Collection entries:
--*--
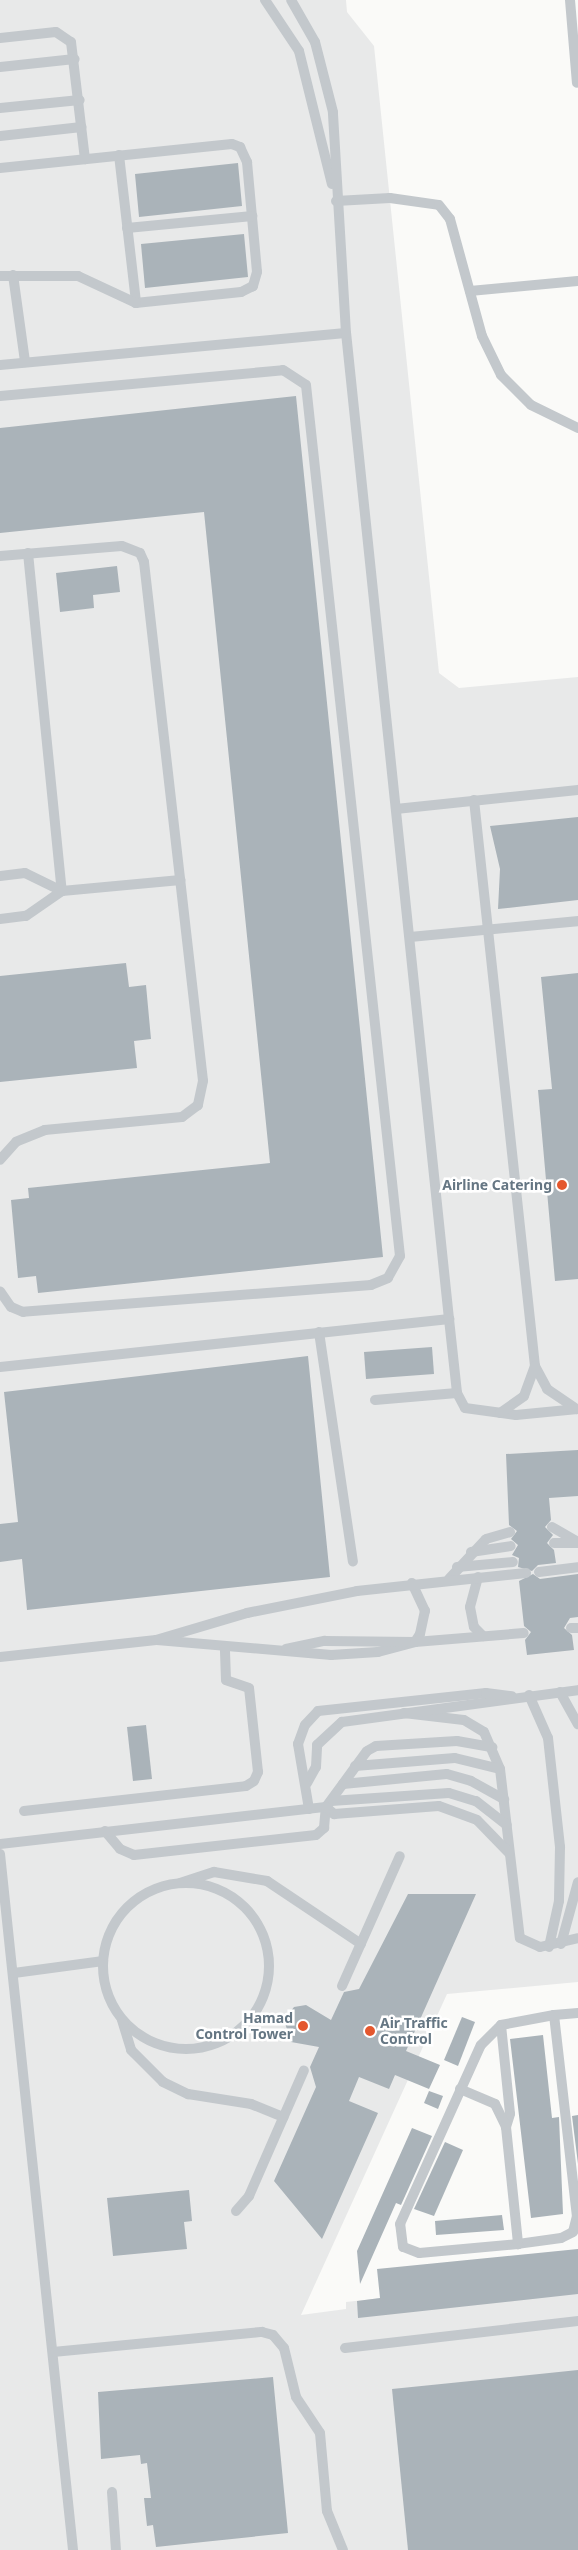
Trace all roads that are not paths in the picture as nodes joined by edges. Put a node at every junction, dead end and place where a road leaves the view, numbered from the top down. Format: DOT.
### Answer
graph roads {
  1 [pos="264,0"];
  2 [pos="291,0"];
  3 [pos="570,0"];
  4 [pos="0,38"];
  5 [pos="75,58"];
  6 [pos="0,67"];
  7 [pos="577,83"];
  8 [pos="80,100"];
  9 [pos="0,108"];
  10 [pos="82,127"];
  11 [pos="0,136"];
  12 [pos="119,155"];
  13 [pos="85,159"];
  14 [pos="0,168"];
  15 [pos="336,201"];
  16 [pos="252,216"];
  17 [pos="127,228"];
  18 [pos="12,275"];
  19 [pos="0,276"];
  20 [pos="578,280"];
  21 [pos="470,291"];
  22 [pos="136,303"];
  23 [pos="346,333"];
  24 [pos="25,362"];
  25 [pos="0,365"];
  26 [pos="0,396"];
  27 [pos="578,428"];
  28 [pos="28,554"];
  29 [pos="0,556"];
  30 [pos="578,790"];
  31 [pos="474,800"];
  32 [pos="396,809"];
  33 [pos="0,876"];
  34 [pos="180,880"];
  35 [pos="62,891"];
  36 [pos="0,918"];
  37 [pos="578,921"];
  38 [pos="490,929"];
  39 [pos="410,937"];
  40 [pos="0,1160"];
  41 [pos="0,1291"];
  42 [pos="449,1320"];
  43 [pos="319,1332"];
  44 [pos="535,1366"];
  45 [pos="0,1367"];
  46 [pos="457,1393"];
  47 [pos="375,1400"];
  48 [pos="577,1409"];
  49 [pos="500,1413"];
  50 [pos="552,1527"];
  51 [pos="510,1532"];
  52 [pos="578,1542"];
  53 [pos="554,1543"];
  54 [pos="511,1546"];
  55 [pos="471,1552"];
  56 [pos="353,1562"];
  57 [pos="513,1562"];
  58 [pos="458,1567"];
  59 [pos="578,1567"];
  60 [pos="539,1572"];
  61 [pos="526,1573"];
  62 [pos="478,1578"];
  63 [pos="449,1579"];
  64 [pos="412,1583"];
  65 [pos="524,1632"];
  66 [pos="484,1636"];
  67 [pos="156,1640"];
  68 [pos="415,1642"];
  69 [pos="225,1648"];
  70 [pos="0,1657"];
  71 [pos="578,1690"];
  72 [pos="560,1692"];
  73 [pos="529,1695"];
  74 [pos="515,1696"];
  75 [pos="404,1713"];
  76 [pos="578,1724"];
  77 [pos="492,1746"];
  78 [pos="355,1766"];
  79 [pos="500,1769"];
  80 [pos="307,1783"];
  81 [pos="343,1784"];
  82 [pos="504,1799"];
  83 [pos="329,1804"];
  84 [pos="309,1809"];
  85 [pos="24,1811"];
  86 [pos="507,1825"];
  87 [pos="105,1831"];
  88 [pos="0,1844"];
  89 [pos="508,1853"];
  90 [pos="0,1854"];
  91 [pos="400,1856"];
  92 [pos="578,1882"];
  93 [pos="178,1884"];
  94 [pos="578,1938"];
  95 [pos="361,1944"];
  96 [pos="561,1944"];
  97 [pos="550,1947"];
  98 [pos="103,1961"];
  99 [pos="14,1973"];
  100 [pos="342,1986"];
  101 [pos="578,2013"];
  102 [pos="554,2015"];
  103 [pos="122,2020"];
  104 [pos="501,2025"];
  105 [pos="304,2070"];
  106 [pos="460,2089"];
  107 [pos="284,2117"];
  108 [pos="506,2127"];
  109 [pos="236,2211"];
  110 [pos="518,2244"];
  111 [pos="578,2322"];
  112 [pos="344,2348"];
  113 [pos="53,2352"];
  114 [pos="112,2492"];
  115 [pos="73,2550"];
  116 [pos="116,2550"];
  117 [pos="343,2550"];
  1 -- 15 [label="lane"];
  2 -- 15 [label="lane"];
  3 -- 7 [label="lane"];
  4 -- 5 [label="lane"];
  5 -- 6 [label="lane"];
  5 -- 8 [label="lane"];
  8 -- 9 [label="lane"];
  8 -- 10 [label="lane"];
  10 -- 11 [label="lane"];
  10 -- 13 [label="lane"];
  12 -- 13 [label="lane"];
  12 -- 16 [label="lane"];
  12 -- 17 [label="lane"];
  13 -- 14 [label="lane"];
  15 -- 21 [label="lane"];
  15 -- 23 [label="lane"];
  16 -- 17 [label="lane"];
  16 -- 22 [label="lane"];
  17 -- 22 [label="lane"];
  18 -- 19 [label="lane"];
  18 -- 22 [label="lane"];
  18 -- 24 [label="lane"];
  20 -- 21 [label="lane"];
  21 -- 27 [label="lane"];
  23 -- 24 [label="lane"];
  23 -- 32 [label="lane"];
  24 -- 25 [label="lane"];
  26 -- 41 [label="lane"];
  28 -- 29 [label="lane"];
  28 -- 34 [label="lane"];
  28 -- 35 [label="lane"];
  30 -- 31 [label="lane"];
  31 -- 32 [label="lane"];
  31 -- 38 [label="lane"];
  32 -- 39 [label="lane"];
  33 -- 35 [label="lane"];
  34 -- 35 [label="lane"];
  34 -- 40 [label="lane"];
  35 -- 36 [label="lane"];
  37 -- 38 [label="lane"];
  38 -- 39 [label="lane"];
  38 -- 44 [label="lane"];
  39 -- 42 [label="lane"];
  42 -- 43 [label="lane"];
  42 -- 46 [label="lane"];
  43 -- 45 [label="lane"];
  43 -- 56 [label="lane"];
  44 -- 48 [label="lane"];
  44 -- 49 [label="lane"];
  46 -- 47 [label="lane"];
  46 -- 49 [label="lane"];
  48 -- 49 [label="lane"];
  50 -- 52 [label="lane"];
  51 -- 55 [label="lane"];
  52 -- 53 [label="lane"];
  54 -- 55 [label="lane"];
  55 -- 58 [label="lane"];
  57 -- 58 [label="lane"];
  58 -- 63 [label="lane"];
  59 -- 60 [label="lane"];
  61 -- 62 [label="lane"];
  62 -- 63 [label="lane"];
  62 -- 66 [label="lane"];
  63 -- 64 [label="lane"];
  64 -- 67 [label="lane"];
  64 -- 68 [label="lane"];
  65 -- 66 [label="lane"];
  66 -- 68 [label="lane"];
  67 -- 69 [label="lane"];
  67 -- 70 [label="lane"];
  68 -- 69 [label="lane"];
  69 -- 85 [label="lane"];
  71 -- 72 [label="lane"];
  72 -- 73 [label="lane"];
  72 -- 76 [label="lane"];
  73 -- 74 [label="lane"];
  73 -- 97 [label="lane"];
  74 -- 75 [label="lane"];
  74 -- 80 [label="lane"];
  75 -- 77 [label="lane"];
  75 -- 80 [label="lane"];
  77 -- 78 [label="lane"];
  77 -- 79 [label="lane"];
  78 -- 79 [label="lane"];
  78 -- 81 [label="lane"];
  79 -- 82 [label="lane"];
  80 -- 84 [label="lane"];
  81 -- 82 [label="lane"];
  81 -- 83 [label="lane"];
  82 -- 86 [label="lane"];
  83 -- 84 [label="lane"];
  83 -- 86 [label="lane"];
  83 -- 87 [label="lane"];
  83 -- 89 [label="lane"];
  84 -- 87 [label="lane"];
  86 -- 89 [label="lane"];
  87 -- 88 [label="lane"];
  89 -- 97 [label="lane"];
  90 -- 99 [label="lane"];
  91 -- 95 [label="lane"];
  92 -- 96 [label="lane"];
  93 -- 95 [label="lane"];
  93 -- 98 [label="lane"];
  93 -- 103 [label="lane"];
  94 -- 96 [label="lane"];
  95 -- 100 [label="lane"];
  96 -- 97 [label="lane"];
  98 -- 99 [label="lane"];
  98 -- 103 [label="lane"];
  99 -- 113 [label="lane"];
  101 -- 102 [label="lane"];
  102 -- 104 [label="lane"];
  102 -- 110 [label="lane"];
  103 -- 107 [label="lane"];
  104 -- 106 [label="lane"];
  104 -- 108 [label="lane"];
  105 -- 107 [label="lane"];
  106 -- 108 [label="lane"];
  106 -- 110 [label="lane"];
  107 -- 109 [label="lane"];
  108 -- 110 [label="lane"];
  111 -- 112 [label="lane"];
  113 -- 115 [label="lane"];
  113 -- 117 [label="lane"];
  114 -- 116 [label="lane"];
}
--*--
• _Exercise instructions_
Given the entries above, say how many lines include the word "roads", and write nothing besides the number.

• _The answer_
2